▶ **What this task involves**
Give back all of the data exactly. Leave nothing out.

Records from a data collection
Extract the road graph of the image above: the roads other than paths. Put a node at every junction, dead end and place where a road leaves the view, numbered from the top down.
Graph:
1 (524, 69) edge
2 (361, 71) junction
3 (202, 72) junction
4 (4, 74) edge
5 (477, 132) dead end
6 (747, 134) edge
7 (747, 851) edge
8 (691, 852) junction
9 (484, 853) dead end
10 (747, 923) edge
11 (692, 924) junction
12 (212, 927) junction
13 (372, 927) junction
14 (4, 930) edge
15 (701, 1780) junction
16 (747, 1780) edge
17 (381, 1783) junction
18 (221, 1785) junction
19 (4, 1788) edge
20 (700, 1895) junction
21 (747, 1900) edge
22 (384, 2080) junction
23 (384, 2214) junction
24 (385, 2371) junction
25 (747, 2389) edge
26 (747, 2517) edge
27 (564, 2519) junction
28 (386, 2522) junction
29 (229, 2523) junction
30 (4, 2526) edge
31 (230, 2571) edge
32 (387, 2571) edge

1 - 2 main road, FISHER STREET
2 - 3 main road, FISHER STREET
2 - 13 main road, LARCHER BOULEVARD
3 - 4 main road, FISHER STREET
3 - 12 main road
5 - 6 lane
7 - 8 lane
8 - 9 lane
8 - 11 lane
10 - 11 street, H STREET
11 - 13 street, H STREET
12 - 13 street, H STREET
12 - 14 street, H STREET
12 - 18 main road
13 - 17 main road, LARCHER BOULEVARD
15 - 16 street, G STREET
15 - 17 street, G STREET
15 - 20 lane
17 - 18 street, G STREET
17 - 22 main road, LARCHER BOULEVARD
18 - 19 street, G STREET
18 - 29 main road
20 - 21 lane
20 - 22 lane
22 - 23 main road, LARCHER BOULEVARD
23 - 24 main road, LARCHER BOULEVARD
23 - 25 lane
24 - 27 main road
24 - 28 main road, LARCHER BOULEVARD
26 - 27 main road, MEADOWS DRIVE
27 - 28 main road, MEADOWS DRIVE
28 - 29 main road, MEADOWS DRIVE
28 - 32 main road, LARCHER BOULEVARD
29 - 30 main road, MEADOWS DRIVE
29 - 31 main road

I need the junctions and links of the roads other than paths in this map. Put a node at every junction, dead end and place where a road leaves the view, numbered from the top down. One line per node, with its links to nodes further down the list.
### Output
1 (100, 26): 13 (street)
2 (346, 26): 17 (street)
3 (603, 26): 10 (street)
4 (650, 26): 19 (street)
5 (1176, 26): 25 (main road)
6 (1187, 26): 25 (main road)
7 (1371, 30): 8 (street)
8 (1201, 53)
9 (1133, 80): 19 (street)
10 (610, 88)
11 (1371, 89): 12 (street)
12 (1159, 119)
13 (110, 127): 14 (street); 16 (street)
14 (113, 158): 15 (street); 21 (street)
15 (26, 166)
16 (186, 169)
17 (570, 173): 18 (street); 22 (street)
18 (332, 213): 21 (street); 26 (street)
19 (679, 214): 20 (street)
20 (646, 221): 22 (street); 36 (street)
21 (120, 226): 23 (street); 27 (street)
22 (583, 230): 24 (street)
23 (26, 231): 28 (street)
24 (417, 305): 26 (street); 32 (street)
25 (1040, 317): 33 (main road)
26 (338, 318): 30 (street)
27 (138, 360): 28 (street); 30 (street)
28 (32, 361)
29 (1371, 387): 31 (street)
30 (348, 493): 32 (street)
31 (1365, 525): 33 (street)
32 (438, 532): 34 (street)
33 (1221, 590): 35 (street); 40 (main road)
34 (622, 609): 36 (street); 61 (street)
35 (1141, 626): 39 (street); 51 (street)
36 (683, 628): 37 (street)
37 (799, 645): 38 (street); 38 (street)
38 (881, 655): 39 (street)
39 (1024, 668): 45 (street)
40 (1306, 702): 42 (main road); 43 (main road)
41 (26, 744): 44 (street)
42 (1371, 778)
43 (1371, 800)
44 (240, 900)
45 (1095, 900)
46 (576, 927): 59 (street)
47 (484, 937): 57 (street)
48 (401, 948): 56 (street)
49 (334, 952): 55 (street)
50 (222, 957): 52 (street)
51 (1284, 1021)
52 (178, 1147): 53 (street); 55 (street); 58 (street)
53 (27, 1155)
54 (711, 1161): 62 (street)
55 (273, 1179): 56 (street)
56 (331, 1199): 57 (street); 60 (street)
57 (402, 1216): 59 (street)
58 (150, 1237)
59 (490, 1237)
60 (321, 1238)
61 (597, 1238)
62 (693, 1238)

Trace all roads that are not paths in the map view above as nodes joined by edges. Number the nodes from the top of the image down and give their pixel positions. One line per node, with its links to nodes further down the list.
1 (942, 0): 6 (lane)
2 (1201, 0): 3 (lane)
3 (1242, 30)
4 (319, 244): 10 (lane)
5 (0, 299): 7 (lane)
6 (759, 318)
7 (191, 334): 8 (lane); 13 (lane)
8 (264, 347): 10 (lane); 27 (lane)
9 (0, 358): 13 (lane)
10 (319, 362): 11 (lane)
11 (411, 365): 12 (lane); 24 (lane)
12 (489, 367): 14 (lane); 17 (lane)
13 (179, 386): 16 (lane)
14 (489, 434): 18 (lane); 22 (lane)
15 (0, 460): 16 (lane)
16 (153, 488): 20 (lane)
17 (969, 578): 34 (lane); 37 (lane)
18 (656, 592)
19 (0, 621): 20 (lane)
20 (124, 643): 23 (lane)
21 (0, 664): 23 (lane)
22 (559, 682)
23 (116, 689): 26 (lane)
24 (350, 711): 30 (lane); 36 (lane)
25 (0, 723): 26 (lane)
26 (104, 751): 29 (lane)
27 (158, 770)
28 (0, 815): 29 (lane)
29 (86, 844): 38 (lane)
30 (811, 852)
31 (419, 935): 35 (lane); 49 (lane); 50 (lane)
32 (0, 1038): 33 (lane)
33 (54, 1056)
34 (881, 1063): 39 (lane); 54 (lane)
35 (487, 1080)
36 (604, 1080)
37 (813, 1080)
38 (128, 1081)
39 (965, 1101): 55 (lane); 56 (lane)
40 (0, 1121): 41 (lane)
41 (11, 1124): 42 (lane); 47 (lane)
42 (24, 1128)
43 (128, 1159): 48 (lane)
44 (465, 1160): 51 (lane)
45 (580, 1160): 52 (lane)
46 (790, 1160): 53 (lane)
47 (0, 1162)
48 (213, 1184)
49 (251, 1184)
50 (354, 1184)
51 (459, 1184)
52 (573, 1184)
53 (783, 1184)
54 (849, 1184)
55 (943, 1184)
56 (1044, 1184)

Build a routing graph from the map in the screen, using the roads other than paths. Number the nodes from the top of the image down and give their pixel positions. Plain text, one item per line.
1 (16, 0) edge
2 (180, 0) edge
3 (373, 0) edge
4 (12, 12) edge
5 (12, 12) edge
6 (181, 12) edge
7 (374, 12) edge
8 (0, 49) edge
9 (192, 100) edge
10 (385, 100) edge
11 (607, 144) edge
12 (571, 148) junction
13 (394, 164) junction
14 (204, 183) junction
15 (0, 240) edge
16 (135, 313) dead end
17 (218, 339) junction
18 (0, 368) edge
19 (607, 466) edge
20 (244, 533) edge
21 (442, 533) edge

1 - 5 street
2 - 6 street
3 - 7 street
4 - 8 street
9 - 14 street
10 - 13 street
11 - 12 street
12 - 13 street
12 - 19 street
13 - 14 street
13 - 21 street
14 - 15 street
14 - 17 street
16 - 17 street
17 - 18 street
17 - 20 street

▶ **Solution for this exercise**
Extract the road graph of the image above: the roads other than paths. Put a node at every junction, dead end and place where a road leaves the view, numbered from the top down.
Graph:
1 (524, 69) edge
2 (361, 71) junction
3 (202, 72) junction
4 (4, 74) edge
5 (477, 132) dead end
6 (747, 134) edge
7 (747, 851) edge
8 (691, 852) junction
9 (484, 853) dead end
10 (747, 923) edge
11 (692, 924) junction
12 (212, 927) junction
13 (372, 927) junction
14 (4, 930) edge
15 (701, 1780) junction
16 (747, 1780) edge
17 (381, 1783) junction
18 (221, 1785) junction
19 (4, 1788) edge
20 (700, 1895) junction
21 (747, 1900) edge
22 (384, 2080) junction
23 (384, 2214) junction
24 (385, 2371) junction
25 (747, 2389) edge
26 (747, 2517) edge
27 (564, 2519) junction
28 (386, 2522) junction
29 (229, 2523) junction
30 (4, 2526) edge
31 (230, 2571) edge
32 (387, 2571) edge

1 - 2 main road, FISHER STREET
2 - 3 main road, FISHER STREET
2 - 13 main road, LARCHER BOULEVARD
3 - 4 main road, FISHER STREET
3 - 12 main road
5 - 6 lane
7 - 8 lane
8 - 9 lane
8 - 11 lane
10 - 11 street, H STREET
11 - 13 street, H STREET
12 - 13 street, H STREET
12 - 14 street, H STREET
12 - 18 main road
13 - 17 main road, LARCHER BOULEVARD
15 - 16 street, G STREET
15 - 17 street, G STREET
15 - 20 lane
17 - 18 street, G STREET
17 - 22 main road, LARCHER BOULEVARD
18 - 19 street, G STREET
18 - 29 main road
20 - 21 lane
20 - 22 lane
22 - 23 main road, LARCHER BOULEVARD
23 - 24 main road, LARCHER BOULEVARD
23 - 25 lane
24 - 27 main road
24 - 28 main road, LARCHER BOULEVARD
26 - 27 main road, MEADOWS DRIVE
27 - 28 main road, MEADOWS DRIVE
28 - 29 main road, MEADOWS DRIVE
28 - 32 main road, LARCHER BOULEVARD
29 - 30 main road, MEADOWS DRIVE
29 - 31 main road

I need the junctions and links of the roads other than paths in this map. Put a node at every junction, dead end and place where a road leaves the view, numbered from the top down. One line per node, with its links to nodes further down the list.
### Output
1 (100, 26): 13 (street)
2 (346, 26): 17 (street)
3 (603, 26): 10 (street)
4 (650, 26): 19 (street)
5 (1176, 26): 25 (main road)
6 (1187, 26): 25 (main road)
7 (1371, 30): 8 (street)
8 (1201, 53)
9 (1133, 80): 19 (street)
10 (610, 88)
11 (1371, 89): 12 (street)
12 (1159, 119)
13 (110, 127): 14 (street); 16 (street)
14 (113, 158): 15 (street); 21 (street)
15 (26, 166)
16 (186, 169)
17 (570, 173): 18 (street); 22 (street)
18 (332, 213): 21 (street); 26 (street)
19 (679, 214): 20 (street)
20 (646, 221): 22 (street); 36 (street)
21 (120, 226): 23 (street); 27 (street)
22 (583, 230): 24 (street)
23 (26, 231): 28 (street)
24 (417, 305): 26 (street); 32 (street)
25 (1040, 317): 33 (main road)
26 (338, 318): 30 (street)
27 (138, 360): 28 (street); 30 (street)
28 (32, 361)
29 (1371, 387): 31 (street)
30 (348, 493): 32 (street)
31 (1365, 525): 33 (street)
32 (438, 532): 34 (street)
33 (1221, 590): 35 (street); 40 (main road)
34 (622, 609): 36 (street); 61 (street)
35 (1141, 626): 39 (street); 51 (street)
36 (683, 628): 37 (street)
37 (799, 645): 38 (street); 38 (street)
38 (881, 655): 39 (street)
39 (1024, 668): 45 (street)
40 (1306, 702): 42 (main road); 43 (main road)
41 (26, 744): 44 (street)
42 (1371, 778)
43 (1371, 800)
44 (240, 900)
45 (1095, 900)
46 (576, 927): 59 (street)
47 (484, 937): 57 (street)
48 (401, 948): 56 (street)
49 (334, 952): 55 (street)
50 (222, 957): 52 (street)
51 (1284, 1021)
52 (178, 1147): 53 (street); 55 (street); 58 (street)
53 (27, 1155)
54 (711, 1161): 62 (street)
55 (273, 1179): 56 (street)
56 (331, 1199): 57 (street); 60 (street)
57 (402, 1216): 59 (street)
58 (150, 1237)
59 (490, 1237)
60 (321, 1238)
61 (597, 1238)
62 (693, 1238)

Trace all roads that are not paths in the map view above as nodes joined by edges. Number the nodes from the top of the image down and give their pixel positions. One line per node, with its links to nodes further down the list.
1 (942, 0): 6 (lane)
2 (1201, 0): 3 (lane)
3 (1242, 30)
4 (319, 244): 10 (lane)
5 (0, 299): 7 (lane)
6 (759, 318)
7 (191, 334): 8 (lane); 13 (lane)
8 (264, 347): 10 (lane); 27 (lane)
9 (0, 358): 13 (lane)
10 (319, 362): 11 (lane)
11 (411, 365): 12 (lane); 24 (lane)
12 (489, 367): 14 (lane); 17 (lane)
13 (179, 386): 16 (lane)
14 (489, 434): 18 (lane); 22 (lane)
15 (0, 460): 16 (lane)
16 (153, 488): 20 (lane)
17 (969, 578): 34 (lane); 37 (lane)
18 (656, 592)
19 (0, 621): 20 (lane)
20 (124, 643): 23 (lane)
21 (0, 664): 23 (lane)
22 (559, 682)
23 (116, 689): 26 (lane)
24 (350, 711): 30 (lane); 36 (lane)
25 (0, 723): 26 (lane)
26 (104, 751): 29 (lane)
27 (158, 770)
28 (0, 815): 29 (lane)
29 (86, 844): 38 (lane)
30 (811, 852)
31 (419, 935): 35 (lane); 49 (lane); 50 (lane)
32 (0, 1038): 33 (lane)
33 (54, 1056)
34 (881, 1063): 39 (lane); 54 (lane)
35 (487, 1080)
36 (604, 1080)
37 (813, 1080)
38 (128, 1081)
39 (965, 1101): 55 (lane); 56 (lane)
40 (0, 1121): 41 (lane)
41 (11, 1124): 42 (lane); 47 (lane)
42 (24, 1128)
43 (128, 1159): 48 (lane)
44 (465, 1160): 51 (lane)
45 (580, 1160): 52 (lane)
46 (790, 1160): 53 (lane)
47 (0, 1162)
48 (213, 1184)
49 (251, 1184)
50 (354, 1184)
51 (459, 1184)
52 (573, 1184)
53 (783, 1184)
54 (849, 1184)
55 (943, 1184)
56 (1044, 1184)

Build a routing graph from the map in the screen, using the roads other than paths. Number the nodes from the top of the image down and give their pixel positions. Plain text, one item per line.
1 (16, 0) edge
2 (180, 0) edge
3 (373, 0) edge
4 (12, 12) edge
5 (12, 12) edge
6 (181, 12) edge
7 (374, 12) edge
8 (0, 49) edge
9 (192, 100) edge
10 (385, 100) edge
11 (607, 144) edge
12 (571, 148) junction
13 (394, 164) junction
14 (204, 183) junction
15 (0, 240) edge
16 (135, 313) dead end
17 (218, 339) junction
18 (0, 368) edge
19 (607, 466) edge
20 (244, 533) edge
21 (442, 533) edge

1 - 5 street
2 - 6 street
3 - 7 street
4 - 8 street
9 - 14 street
10 - 13 street
11 - 12 street
12 - 13 street
12 - 19 street
13 - 14 street
13 - 21 street
14 - 15 street
14 - 17 street
16 - 17 street
17 - 18 street
17 - 20 street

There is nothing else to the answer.